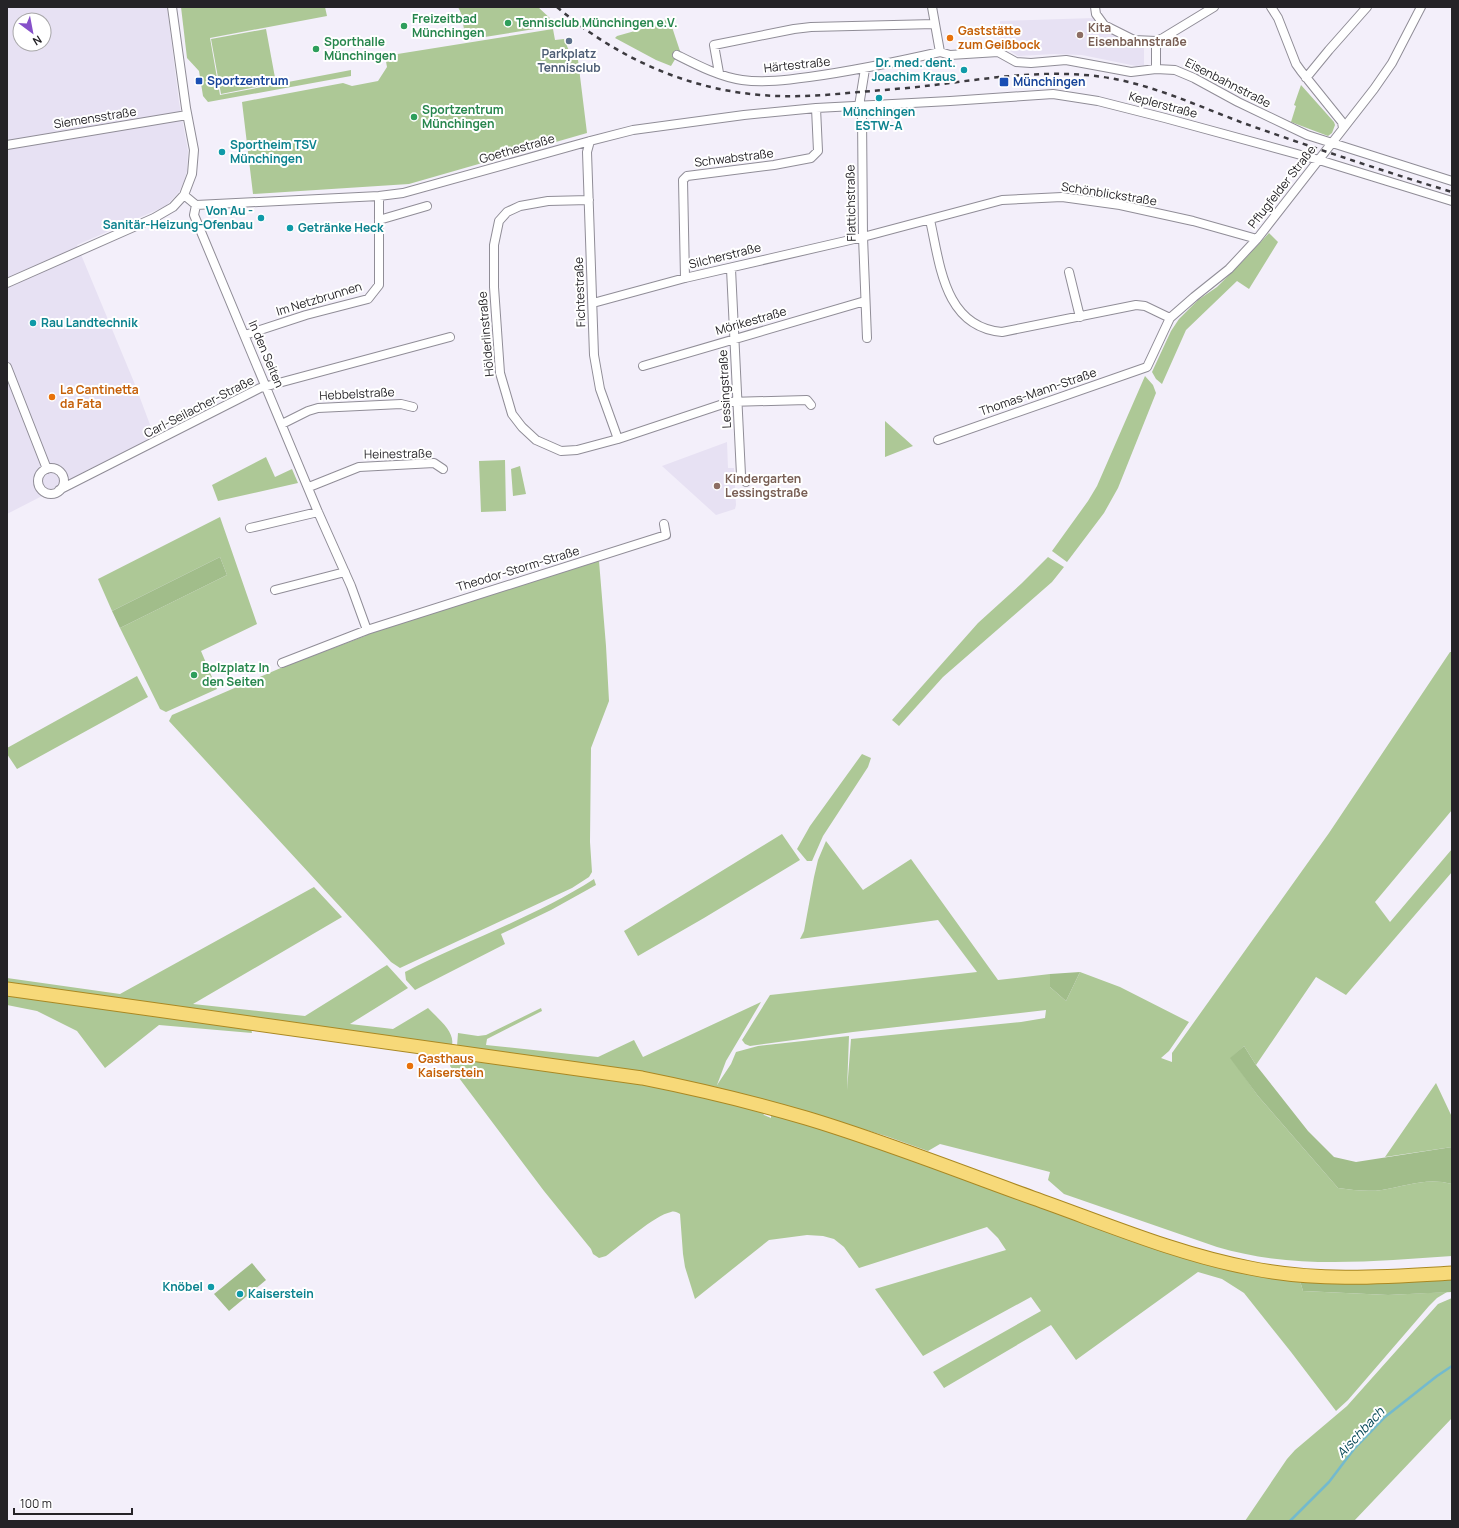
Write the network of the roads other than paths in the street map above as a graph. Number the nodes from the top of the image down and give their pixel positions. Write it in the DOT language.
graph roads {
  1 [pos="172,7"];
  2 [pos="932,7"];
  3 [pos="1095,7"];
  4 [pos="1214,7"];
  5 [pos="1271,7"];
  6 [pos="1367,7"];
  7 [pos="1421,7"];
  8 [pos="935,24"];
  9 [pos="1156,41"];
  10 [pos="940,52"];
  11 [pos="677,55"];
  12 [pos="922,56"];
  13 [pos="865,69"];
  14 [pos="1156,69"];
  15 [pos="719,73"];
  16 [pos="1306,78"];
  17 [pos="860,106"];
  18 [pos="816,108"];
  19 [pos="187,115"];
  20 [pos="1343,128"];
  21 [pos="590,141"];
  22 [pos="1332,144"];
  23 [pos="7,145"];
  24 [pos="1319,160"];
  25 [pos="1452,181"];
  26 [pos="184,195"];
  27 [pos="378,196"];
  28 [pos="589,200"];
  29 [pos="1452,201"];
  30 [pos="196,205"];
  31 [pos="427,206"];
  32 [pos="379,220"];
  33 [pos="930,220"];
  34 [pos="863,237"];
  35 [pos="1257,239"];
  36 [pos="731,269"];
  37 [pos="1068,272"];
  38 [pos="685,278"];
  39 [pos="7,283"];
  40 [pos="866,301"];
  41 [pos="593,302"];
  42 [pos="1080,317"];
  43 [pos="1170,318"];
  44 [pos="245,335"];
  45 [pos="450,337"];
  46 [pos="734,338"];
  47 [pos="868,338"];
  48 [pos="7,366"];
  49 [pos="643,366"];
  50 [pos="1147,367"];
  51 [pos="267,387"];
  52 [pos="737,401"];
  53 [pos="811,405"];
  54 [pos="413,407"];
  55 [pos="282,424"];
  56 [pos="618,439"];
  57 [pos="938,440"];
  58 [pos="443,468"];
  59 [pos="46,469"];
  60 [pos="746,482"];
  61 [pos="309,487"];
  62 [pos="59,490"];
  63 [pos="318,512"];
  64 [pos="664,524"];
  65 [pos="250,528"];
  66 [pos="345,572"];
  67 [pos="275,590"];
  68 [pos="366,630"];
  69 [pos="282,664"];
  70 [pos="7,990"];
  71 [pos="1452,1273"];
  1 -- 19 [label="street"];
  2 -- 8 [label="street"];
  3 -- 9 [label="street"];
  4 -- 9 [label="street"];
  5 -- 16 [label="street"];
  6 -- 16 [label="street"];
  7 -- 20 [label="street, Pflugfelder Straße"];
  8 -- 10 [label="street"];
  8 -- 15 [label="street"];
  9 -- 14 [label="street"];
  10 -- 12 [label="street, Eisenbahnstraße"];
  10 -- 14 [label="street, Eisenbahnstraße"];
  11 -- 15 [label="street, Härtestraße"];
  12 -- 13 [label="street, Härtestraße"];
  13 -- 15 [label="street, Härtestraße"];
  13 -- 17 [label="street, Flattichstraße"];
  14 -- 22 [label="street, Eisenbahnstraße"];
  16 -- 20 [label="street"];
  17 -- 18 [label="street, Goethestraße"];
  17 -- 24 [label="street, Keplerstraße"];
  17 -- 34 [label="street, Flattichstraße"];
  18 -- 21 [label="street, Goethestraße"];
  18 -- 38 [label="street, Schwabstraße"];
  19 -- 23 [label="street, Siemensstraße"];
  19 -- 26 [label="street"];
  20 -- 22 [label="street, Pflugfelder Straße"];
  21 -- 27 [label="street, Goethestraße"];
  21 -- 28 [label="street, Fichtestraße"];
  22 -- 24 [label="street, Pflugfelder Straße"];
  22 -- 25 [label="street, Eisenbahnstraße"];
  24 -- 29 [label="street, Keplerstraße"];
  24 -- 35 [label="street, Pflugfelder Straße"];
  26 -- 30 [label="street"];
  26 -- 39 [label="street"];
  27 -- 30 [label="street, Goethestraße"];
  27 -- 32 [label="street, Im Netzbrunnen"];
  28 -- 41 [label="street, Fichtestraße"];
  28 -- 56 [label="street, Hölderlinstraße"];
  30 -- 44 [label="street, In den Seiten"];
  31 -- 32 [label="street"];
  32 -- 44 [label="street, Im Netzbrunnen"];
  33 -- 34 [label="street, Schönblickstraße"];
  33 -- 35 [label="street, Schönblickstraße"];
  33 -- 42 [label="street"];
  34 -- 36 [label="street, Silcherstraße"];
  34 -- 40 [label="street, Flattichstraße"];
  35 -- 43 [label="street, Pflugfelder Straße"];
  36 -- 38 [label="street, Silcherstraße"];
  36 -- 46 [label="street, Lessingstraße"];
  37 -- 42 [label="street"];
  38 -- 41 [label="street, Silcherstraße"];
  40 -- 46 [label="street, Mörikestraße"];
  40 -- 47 [label="street, Flattichstraße"];
  41 -- 56 [label="street, Fichtestraße"];
  42 -- 43 [label="street"];
  43 -- 50 [label="street, Pflugfelder Straße"];
  44 -- 51 [label="street, In den Seiten"];
  45 -- 51 [label="street, Carl-Seilacher-Straße"];
  46 -- 49 [label="street, Mörikestraße"];
  46 -- 52 [label="street, Lessingstraße"];
  48 -- 59 [label="street"];
  50 -- 57 [label="street, Thomas-Mann-Straße"];
  51 -- 55 [label="street, In den Seiten"];
  51 -- 62 [label="street, Carl-Seilacher-Straße"];
  52 -- 53 [label="street, Hölderlinstraße"];
  52 -- 56 [label="street, Hölderlinstraße"];
  52 -- 60 [label="street, Lessingstraße"];
  54 -- 55 [label="street, Hebbelstraße"];
  55 -- 61 [label="street, In den Seiten"];
  58 -- 61 [label="street, Heinestraße"];
  59 -- 62 [label="street"];
  59 -- 62 [label="street"];
  61 -- 63 [label="street, In den Seiten"];
  63 -- 65 [label="street"];
  63 -- 66 [label="street, In den Seiten"];
  64 -- 68 [label="street, Theodor-Storm-Straße"];
  66 -- 67 [label="street"];
  66 -- 68 [label="street, In den Seiten"];
  68 -- 69 [label="street"];
  70 -- 71 [label="main road"];
}
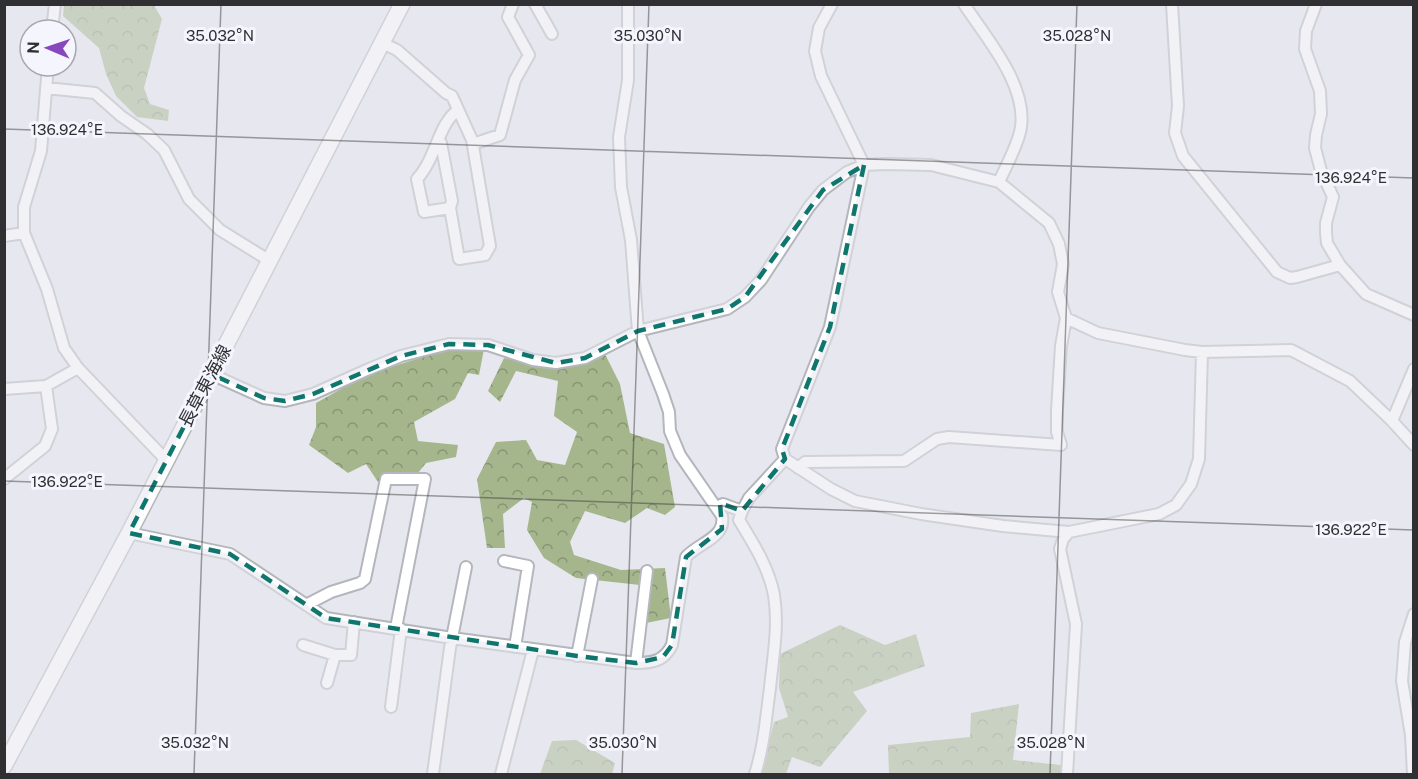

┄┄┄┄┄┄┄┄┄┄

## Task item
Search the records for the string "Hölderlinstraße" and report each line that has it.

## Solved exercise
  28 -- 56 [label="street, Hölderlinstraße"];
  52 -- 53 [label="street, Hölderlinstraße"];
  52 -- 56 [label="street, Hölderlinstraße"];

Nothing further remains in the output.